I have enjoyed, immensely, the advent of the digital age in Photography, the economy and utility of printing only those images with which you are satisfied, often with corrections, crops, or other manipulations post exposure, (I use the Gimp).


Twenty years ago, I owned a Ricoh SLR, standard lens, long lens and a macro. Today, they gathers dust in the closet.
As much fun as they were, the expense and hassle of film limitation has made them irrelevant. The 10mp point and shoot, which I acquired, is adequate, I guess.
But, the fun and excitement of photography is gone.


Initially, I though about a Kx body with my K mount lenses. I was advised that the 18-55 mm lens would be a mistake to sacrifice for the few dollars I might save. That it would allow me to learn the camera in all its potential.

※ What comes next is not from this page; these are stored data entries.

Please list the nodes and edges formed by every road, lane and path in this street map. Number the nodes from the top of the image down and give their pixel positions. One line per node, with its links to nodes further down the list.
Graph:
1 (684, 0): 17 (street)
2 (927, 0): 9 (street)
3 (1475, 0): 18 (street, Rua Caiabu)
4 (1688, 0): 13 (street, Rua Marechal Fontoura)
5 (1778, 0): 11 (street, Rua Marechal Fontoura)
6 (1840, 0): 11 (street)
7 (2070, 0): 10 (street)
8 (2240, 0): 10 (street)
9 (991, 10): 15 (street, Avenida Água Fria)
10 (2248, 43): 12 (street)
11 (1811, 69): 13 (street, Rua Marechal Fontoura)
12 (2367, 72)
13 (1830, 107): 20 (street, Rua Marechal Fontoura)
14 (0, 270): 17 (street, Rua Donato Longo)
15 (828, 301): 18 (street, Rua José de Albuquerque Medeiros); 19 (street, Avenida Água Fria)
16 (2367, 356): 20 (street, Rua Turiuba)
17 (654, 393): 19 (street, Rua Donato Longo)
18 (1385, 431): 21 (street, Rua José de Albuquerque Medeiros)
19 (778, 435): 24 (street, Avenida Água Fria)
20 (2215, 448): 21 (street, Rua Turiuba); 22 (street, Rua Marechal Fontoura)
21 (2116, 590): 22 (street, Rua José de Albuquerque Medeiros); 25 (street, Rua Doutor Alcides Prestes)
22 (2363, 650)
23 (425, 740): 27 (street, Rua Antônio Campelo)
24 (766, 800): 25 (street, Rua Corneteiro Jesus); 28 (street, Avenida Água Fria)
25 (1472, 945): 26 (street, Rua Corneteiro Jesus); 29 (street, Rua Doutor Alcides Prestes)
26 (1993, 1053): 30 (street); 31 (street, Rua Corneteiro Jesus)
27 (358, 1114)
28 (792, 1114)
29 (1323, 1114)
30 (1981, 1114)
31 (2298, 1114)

Last week, as I was beginning to become aware of a few specs and their significance, I discovered that the K-7 with the 18-55 could be had for just a few dollars more than the Kx with 18-55 and 55-300mm lens. The difference, for me, being that both the K-7 body and lens were weather resistant and the lens mount was metal, where-as, with the Kx, neither was true.


Since then, of course, the sale has expired. But the fact of my limited means (age and disability) will always remain. If I can stretch myself to make this purchase, it will be the last camera that I buy.


I can more easily imagine myself adding a lens than upgrading a camera body.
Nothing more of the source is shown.